## Work instruction
Search the records for the string "labels". Copy each line where it occurs.

START Data for this task

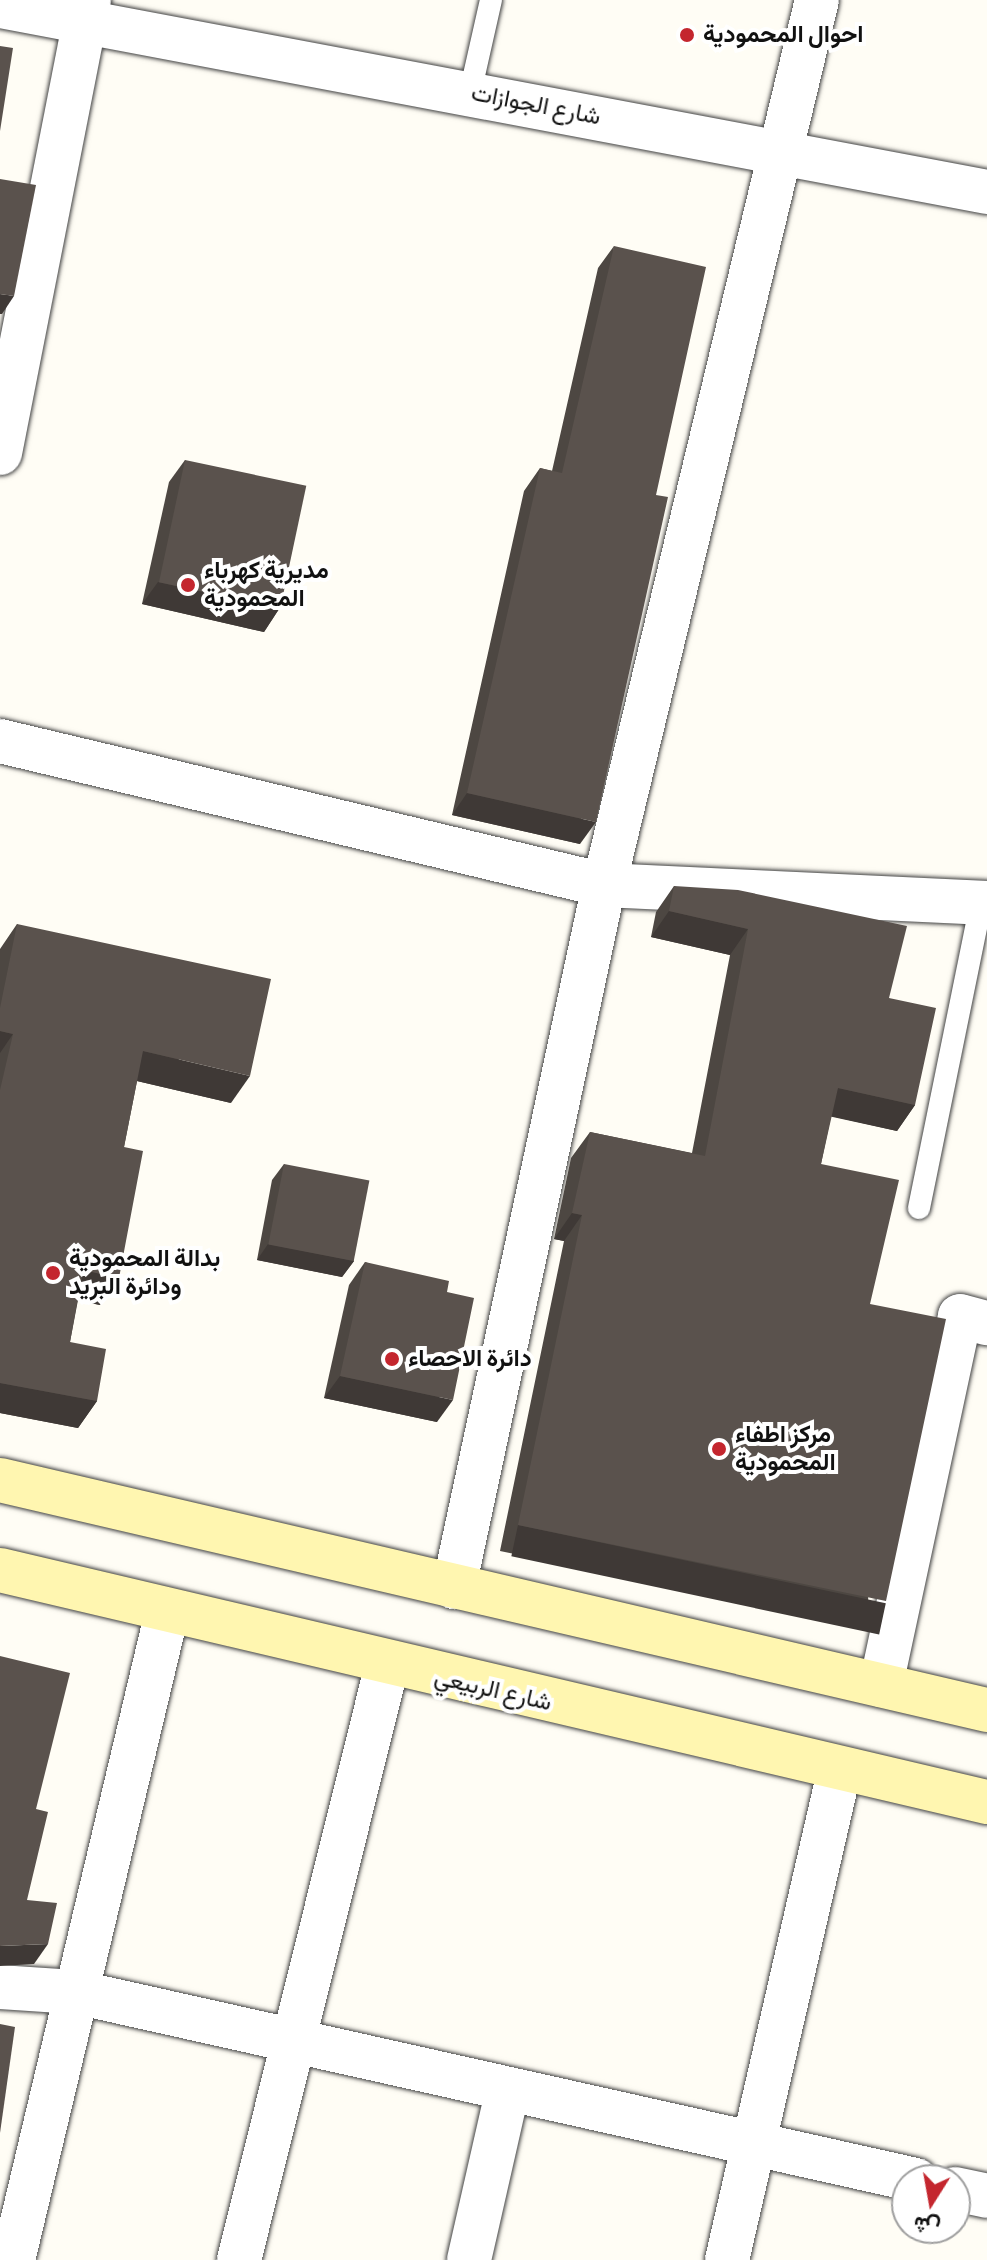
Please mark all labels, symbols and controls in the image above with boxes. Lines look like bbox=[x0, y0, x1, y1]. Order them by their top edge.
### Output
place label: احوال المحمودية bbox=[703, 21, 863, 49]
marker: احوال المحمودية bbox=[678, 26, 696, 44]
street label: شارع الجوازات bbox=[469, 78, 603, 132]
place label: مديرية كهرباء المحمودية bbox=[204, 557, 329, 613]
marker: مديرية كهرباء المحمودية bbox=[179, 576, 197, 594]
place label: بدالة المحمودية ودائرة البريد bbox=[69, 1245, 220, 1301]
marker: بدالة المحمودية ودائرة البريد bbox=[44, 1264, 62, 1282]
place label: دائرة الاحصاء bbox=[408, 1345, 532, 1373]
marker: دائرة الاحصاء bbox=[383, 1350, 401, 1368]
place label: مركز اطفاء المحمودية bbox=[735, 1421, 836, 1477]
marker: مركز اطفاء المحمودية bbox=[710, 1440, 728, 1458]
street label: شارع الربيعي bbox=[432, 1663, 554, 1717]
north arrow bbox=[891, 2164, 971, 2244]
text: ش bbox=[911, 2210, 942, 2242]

END Data for this task
START Data for this task

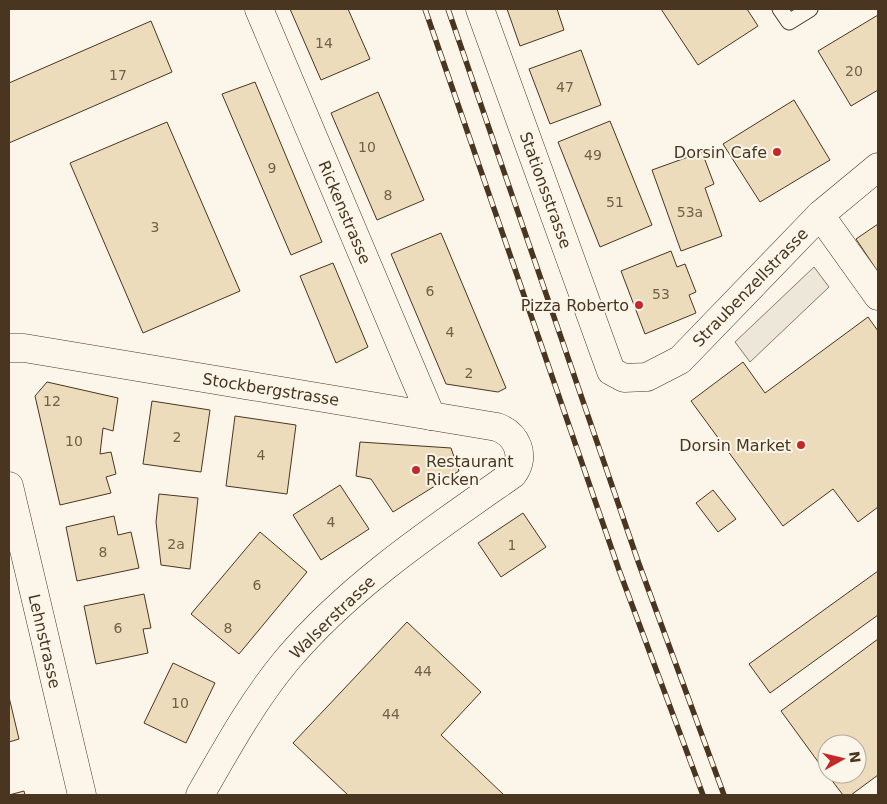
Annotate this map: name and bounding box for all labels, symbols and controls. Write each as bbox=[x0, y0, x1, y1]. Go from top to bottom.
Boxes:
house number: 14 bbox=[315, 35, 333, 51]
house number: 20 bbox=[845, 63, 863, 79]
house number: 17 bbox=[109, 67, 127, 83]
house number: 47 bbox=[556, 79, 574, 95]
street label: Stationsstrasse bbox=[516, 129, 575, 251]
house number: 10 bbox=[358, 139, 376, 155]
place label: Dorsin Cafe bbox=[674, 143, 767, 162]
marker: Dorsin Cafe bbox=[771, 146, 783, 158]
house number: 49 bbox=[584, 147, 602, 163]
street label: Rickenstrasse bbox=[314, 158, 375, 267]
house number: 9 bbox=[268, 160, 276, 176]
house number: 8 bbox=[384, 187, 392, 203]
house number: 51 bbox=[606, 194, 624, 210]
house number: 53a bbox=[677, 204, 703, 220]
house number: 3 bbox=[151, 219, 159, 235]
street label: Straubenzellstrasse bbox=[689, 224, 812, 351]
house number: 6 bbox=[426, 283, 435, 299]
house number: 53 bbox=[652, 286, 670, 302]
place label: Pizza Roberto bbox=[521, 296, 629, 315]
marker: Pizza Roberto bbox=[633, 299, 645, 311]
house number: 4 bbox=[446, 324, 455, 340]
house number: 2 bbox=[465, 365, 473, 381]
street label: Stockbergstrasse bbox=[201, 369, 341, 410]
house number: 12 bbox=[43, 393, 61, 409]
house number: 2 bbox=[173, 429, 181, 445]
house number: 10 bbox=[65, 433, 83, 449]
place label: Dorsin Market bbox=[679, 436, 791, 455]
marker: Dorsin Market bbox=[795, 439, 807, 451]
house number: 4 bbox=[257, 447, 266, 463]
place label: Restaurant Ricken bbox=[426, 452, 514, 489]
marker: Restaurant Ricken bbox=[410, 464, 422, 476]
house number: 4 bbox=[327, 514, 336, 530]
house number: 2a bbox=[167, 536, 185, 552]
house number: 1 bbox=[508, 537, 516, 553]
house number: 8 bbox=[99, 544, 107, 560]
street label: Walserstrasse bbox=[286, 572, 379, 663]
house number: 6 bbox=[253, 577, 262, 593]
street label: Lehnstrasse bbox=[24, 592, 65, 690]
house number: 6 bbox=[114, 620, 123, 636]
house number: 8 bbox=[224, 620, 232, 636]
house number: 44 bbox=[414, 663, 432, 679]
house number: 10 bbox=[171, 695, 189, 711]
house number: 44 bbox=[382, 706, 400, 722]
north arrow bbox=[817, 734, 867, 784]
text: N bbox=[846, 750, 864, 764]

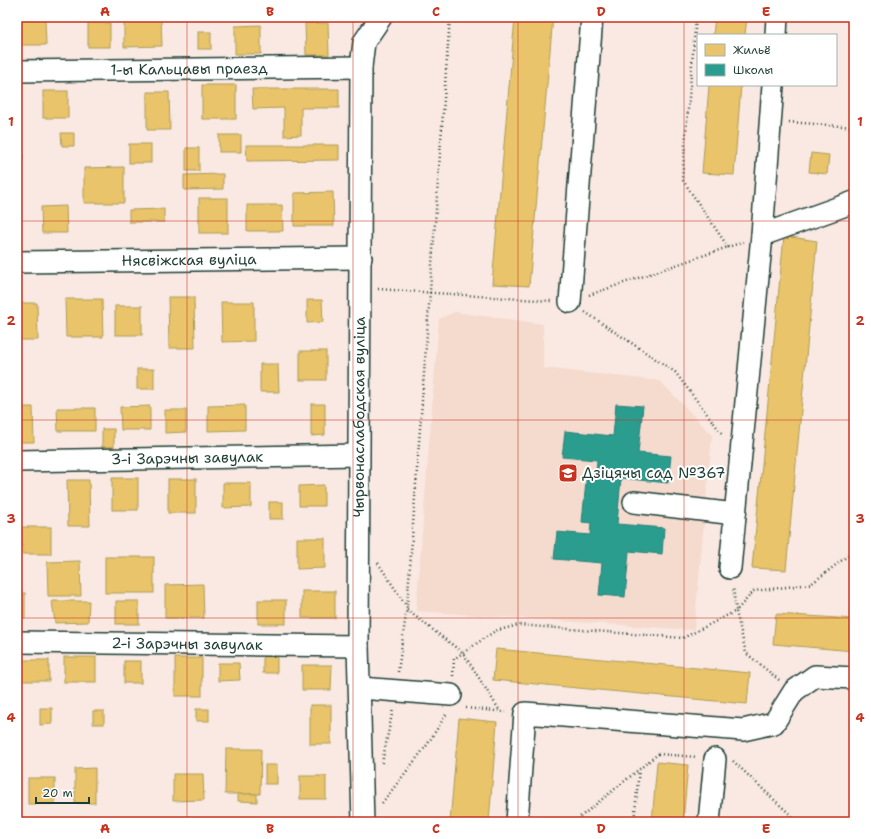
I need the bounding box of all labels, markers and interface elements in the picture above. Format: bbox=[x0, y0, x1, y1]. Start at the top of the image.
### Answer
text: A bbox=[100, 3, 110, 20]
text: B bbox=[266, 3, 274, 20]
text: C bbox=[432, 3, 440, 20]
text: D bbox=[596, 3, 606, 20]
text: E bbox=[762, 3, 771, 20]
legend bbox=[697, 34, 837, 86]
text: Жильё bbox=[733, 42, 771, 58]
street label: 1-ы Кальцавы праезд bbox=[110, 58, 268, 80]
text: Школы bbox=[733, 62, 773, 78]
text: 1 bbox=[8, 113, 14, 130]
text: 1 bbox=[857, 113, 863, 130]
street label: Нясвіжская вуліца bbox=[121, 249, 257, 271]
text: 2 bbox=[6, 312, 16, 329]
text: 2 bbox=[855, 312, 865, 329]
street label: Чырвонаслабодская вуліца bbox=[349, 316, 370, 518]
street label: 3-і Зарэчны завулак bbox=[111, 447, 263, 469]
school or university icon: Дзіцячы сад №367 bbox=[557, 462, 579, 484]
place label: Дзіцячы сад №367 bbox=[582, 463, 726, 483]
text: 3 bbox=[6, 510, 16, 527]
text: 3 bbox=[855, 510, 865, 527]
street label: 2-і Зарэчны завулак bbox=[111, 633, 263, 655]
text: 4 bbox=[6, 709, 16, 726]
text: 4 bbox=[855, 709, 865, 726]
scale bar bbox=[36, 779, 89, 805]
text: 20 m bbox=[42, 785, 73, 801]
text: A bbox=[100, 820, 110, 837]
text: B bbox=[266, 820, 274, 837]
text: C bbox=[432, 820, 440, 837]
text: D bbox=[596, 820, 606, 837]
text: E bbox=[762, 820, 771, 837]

END Data for this task

## Exercise solution
Please mark all labels, symbols and controls in the image above with boxes. Lines look like bbox=[x0, y0, x1, y1]. Order them by their top edge.
Annotate this map: name and bounding box for all labels, symbols and controls. Write each as bbox=[x0, y0, x1, y1]. Go from top to bottom.
I need the bounding box of all labels, markers and interface elements in the picture above. Format: bbox=[x0, y0, x1, y1]. Start at the top of the image.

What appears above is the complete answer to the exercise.